En clase hablábamos esta mañana de dejar ir. Y creo que es la aptitud que recordamos todos porque es la que más duele. Supongo que también la más difícil. Yo nunca he sabido dejar ir. Viajo continuamente al pasado y, aunque me escucho y me conozco cada vez mejor, necesito caminar hacia atrás para saber lo que estoy viviendo. O quizá solo sea una excusa para dejar de vivir el presente y volver a tiempos, no sé si mejores, pero sí idealizados.
Después de escribir el artículo, he buscado el avión que me dio mi padre cuando la vida nos sonreía más, o quizá éramos nosotros los que le sonreíamos a la vida. Y no estaba. Ni apoyado en las estanterías llenas de libros, ni en el tocador de maquillaje, ni en ninguna parte.
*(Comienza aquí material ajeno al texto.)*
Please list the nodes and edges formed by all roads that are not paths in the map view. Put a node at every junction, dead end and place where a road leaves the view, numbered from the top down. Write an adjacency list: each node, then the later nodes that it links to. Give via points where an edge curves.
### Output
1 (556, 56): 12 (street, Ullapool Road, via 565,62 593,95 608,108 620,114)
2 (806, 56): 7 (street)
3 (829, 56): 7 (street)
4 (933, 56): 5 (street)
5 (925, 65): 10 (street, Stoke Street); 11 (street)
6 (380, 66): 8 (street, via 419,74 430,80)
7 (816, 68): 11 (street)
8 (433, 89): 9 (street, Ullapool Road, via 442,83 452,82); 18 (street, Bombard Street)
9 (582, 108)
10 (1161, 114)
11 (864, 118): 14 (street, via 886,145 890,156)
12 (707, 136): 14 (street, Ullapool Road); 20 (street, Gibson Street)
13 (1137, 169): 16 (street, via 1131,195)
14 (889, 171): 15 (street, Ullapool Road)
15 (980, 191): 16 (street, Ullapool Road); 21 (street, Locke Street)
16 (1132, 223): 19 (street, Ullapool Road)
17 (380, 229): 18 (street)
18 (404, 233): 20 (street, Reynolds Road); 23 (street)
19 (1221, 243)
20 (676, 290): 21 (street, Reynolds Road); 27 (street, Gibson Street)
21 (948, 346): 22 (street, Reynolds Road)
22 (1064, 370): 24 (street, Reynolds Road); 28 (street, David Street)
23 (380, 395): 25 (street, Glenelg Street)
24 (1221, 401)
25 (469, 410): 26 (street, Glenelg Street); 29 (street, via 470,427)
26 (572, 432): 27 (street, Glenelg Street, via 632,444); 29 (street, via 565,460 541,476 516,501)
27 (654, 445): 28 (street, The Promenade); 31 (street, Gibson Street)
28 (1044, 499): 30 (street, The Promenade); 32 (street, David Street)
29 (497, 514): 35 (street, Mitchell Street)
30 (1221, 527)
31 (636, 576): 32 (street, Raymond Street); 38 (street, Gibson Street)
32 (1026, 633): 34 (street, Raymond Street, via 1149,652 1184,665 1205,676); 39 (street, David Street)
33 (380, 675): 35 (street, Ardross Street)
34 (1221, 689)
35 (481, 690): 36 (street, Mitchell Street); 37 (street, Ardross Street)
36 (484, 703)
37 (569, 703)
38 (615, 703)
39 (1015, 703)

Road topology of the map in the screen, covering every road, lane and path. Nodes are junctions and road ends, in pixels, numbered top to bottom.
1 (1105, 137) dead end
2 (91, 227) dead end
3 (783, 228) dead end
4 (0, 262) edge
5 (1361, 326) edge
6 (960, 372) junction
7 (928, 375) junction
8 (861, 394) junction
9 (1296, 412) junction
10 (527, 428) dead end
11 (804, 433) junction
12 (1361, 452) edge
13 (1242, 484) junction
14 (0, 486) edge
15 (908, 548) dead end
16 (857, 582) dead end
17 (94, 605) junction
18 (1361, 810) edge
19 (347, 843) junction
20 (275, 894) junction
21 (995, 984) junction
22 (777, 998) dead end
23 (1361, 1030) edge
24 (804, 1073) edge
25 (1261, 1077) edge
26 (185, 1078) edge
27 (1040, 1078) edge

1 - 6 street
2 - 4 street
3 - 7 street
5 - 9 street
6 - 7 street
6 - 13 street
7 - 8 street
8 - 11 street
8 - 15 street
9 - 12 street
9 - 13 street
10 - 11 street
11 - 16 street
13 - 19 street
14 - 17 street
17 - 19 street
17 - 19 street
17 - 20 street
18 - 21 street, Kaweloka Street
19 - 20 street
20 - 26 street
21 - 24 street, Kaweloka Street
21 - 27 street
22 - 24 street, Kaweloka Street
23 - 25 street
Sé que lo voy a encontrar, porque como diría mi madre «no tiene patas». Pero que hoy no esté es una señal de que la vida sigue, de que el tiempo pasa. Y de que yo, con mi inocencia, sigo aquí, escuchando la misma canción que cuando era niña, con el mismo sueño, con la misma añoranza.
Esta semana tengo que dejar ir muchas cosas, aunque esa no sea la palabra. Tengo que decirte adiós porque no coincidimos, porque como has dicho hoy, no hablamos el mismo idioma. Aunque yo sé que dos personas que no hablan la misma lengua pueden entenderse, porque la comunicación existe y la humanidad también, porque las emociones y los gestos son universales. Pero también tengo que despedirme de una parte de mi pasado y de mi presente. Que sí, que lo sé. Que es progresivo. Pero sé que nos vamos, y yo no sé si quiero irme, pero sé que quien toma la decisión lo necesita. Y sé que estaremos bien. Aunque la vida siga, aunque nuestro presente cambie. Aunque tengamos que decir adiós a todo lo que hemos construido. Porque en la vida siempre hay un ayer, y aunque no hay certeza del futuro, qué bonito es pensar que siempre habrá un mañana.